■ PROBLEM TO SOLVE: How many of the lines below have "ความเห" in them? Say the number and nothing more.
** INFORMATION SUPPLIED follows **
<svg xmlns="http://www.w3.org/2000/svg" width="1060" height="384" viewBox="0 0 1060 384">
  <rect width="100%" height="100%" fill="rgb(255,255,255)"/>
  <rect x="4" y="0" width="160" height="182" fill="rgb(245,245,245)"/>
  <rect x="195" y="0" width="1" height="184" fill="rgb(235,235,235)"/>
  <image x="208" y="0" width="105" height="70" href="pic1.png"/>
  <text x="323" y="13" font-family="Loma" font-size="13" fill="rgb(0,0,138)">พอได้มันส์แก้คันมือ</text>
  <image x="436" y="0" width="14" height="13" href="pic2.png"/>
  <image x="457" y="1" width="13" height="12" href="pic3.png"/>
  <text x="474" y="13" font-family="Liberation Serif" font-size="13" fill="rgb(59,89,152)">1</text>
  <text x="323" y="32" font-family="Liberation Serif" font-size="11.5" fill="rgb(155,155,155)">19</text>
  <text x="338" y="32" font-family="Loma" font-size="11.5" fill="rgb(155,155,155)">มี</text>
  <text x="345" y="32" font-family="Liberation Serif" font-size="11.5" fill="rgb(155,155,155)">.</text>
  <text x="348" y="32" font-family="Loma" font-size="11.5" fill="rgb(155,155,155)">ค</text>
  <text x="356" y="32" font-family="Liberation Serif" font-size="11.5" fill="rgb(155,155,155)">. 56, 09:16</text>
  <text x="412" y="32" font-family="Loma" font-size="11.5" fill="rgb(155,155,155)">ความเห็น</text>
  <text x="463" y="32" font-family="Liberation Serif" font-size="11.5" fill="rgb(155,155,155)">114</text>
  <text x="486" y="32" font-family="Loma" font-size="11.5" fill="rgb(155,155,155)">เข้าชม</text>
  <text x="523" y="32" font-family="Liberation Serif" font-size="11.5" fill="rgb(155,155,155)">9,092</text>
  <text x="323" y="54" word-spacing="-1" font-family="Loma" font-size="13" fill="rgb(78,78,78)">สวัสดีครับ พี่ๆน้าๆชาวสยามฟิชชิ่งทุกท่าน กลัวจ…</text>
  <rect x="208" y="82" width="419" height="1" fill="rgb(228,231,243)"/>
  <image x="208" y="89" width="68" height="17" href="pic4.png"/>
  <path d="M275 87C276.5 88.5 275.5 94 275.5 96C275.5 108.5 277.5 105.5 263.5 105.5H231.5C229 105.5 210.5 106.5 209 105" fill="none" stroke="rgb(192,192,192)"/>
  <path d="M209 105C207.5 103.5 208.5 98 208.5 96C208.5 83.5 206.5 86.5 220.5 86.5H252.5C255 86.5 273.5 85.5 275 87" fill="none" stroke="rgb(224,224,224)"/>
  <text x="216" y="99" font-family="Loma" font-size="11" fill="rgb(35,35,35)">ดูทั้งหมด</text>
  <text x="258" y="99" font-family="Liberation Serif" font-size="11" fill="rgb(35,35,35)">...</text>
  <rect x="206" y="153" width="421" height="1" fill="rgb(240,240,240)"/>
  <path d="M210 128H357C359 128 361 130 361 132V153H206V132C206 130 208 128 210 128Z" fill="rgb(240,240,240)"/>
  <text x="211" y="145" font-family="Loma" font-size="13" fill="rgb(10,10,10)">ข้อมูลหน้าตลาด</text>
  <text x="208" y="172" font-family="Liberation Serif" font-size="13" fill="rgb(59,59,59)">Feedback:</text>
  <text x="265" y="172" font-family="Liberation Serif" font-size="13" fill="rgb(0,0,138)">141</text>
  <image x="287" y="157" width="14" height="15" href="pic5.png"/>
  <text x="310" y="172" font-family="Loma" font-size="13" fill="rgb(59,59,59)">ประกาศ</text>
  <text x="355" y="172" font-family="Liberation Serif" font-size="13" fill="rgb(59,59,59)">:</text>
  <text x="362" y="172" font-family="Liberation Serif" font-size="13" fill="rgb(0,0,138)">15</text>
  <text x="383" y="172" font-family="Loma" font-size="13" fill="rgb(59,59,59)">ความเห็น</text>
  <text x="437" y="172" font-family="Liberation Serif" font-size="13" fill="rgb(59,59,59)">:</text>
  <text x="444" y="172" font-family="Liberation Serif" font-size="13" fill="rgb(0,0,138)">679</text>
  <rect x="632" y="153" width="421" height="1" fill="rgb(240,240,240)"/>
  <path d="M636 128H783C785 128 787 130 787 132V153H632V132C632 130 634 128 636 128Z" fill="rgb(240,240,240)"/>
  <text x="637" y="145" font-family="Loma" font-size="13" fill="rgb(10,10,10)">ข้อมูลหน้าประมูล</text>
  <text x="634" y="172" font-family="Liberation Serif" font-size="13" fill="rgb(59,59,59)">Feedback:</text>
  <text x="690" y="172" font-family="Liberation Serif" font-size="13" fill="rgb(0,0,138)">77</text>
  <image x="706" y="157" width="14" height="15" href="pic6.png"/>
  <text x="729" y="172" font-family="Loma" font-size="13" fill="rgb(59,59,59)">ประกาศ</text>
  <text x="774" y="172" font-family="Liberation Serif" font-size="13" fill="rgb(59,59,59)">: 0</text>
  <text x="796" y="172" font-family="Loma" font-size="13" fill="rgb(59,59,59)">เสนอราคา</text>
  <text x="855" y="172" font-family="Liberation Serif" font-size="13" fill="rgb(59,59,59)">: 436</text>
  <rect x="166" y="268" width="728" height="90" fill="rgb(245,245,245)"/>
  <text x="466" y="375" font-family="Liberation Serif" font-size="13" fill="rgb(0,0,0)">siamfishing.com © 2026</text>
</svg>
** End of INFORMATION SUPPLIED **
■ SOLUTION TO THIS TASK: 2